Stored data

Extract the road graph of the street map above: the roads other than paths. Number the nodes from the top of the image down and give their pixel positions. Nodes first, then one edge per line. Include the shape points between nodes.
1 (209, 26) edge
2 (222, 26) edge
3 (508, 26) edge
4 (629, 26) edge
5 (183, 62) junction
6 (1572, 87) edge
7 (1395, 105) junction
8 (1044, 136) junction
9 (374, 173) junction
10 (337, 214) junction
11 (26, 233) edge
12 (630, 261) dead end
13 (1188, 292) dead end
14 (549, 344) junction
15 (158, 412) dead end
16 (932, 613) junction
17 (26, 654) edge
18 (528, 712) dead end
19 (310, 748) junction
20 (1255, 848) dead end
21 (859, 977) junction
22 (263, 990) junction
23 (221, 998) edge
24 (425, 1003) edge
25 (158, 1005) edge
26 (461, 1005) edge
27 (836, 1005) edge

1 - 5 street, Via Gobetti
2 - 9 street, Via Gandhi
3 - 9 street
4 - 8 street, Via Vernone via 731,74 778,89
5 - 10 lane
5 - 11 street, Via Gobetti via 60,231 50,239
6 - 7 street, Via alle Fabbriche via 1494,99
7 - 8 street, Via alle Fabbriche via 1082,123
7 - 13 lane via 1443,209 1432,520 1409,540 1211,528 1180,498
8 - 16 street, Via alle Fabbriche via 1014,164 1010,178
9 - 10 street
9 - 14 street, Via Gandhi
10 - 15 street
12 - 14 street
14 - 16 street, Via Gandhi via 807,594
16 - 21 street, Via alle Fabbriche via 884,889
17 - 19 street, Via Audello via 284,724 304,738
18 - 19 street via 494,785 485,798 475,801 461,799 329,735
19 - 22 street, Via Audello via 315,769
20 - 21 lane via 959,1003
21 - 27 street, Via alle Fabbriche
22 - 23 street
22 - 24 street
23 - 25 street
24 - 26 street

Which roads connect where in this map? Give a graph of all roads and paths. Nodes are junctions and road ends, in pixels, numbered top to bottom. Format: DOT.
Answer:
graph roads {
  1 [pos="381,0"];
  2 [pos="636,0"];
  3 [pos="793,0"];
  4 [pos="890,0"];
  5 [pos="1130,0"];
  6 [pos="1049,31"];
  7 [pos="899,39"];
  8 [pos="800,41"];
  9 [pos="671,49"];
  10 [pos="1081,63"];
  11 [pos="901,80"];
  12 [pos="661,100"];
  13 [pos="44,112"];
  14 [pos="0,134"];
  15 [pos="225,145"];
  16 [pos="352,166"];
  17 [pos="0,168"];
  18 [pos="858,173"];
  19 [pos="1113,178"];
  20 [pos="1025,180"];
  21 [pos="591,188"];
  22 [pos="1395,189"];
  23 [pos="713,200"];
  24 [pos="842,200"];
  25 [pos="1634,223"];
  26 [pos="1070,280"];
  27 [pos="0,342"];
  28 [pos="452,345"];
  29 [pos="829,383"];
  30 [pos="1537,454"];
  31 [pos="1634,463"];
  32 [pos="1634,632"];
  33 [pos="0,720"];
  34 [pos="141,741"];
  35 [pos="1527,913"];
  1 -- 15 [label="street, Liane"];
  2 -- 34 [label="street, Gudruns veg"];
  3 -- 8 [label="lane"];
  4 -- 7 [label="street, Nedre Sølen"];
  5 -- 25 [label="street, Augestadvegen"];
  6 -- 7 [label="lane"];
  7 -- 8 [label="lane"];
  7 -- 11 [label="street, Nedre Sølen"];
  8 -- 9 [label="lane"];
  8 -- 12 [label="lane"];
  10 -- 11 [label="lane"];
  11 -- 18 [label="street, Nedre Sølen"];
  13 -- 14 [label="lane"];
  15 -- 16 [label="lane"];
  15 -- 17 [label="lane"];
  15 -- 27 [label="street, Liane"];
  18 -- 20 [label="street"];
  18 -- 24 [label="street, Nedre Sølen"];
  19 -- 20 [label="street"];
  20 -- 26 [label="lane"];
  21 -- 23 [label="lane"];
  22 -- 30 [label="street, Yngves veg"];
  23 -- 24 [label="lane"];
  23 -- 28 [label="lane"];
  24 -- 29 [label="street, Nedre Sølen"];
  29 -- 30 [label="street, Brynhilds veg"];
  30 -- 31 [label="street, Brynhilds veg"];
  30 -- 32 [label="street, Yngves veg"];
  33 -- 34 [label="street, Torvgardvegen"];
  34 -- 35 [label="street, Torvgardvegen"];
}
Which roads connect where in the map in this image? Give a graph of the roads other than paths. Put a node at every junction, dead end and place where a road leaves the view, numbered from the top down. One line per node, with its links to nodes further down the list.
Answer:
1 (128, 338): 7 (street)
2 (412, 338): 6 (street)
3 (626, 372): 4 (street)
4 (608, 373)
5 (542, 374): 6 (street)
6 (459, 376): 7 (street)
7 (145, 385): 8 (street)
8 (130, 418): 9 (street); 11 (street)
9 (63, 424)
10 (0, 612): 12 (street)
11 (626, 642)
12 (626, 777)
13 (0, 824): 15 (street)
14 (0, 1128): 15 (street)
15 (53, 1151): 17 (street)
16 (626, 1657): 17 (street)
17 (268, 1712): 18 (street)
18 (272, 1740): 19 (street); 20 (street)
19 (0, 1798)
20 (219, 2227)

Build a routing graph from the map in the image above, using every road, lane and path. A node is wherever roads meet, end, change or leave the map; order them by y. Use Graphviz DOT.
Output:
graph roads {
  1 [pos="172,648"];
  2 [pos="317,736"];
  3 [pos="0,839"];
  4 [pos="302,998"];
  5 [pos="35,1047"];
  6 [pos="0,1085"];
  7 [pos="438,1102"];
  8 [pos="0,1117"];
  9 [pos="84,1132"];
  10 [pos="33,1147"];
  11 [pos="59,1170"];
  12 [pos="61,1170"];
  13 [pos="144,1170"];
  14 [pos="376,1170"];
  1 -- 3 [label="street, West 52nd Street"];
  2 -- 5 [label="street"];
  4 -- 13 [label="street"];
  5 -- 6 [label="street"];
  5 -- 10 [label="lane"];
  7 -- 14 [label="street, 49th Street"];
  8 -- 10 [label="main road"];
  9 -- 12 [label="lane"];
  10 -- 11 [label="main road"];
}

* The problem *
Among the entries above, the lines between the ones containing "Which roads connect where in the" and "Build a routing", inclusive, are to be transcribed exactly. No other line is to be given.

* Response to the exercise *
Which roads connect where in the map in this image? Give a graph of the roads other than paths. Put a node at every junction, dead end and place where a road leaves the view, numbered from the top down. One line per node, with its links to nodes further down the list.
Answer:
1 (128, 338): 7 (street)
2 (412, 338): 6 (street)
3 (626, 372): 4 (street)
4 (608, 373)
5 (542, 374): 6 (street)
6 (459, 376): 7 (street)
7 (145, 385): 8 (street)
8 (130, 418): 9 (street); 11 (street)
9 (63, 424)
10 (0, 612): 12 (street)
11 (626, 642)
12 (626, 777)
13 (0, 824): 15 (street)
14 (0, 1128): 15 (street)
15 (53, 1151): 17 (street)
16 (626, 1657): 17 (street)
17 (268, 1712): 18 (street)
18 (272, 1740): 19 (street); 20 (street)
19 (0, 1798)
20 (219, 2227)

Build a routing graph from the map in the image above, using every road, lane and path. A node is wherever roads meet, end, change or leave the map; order them by y. Use Graphviz DOT.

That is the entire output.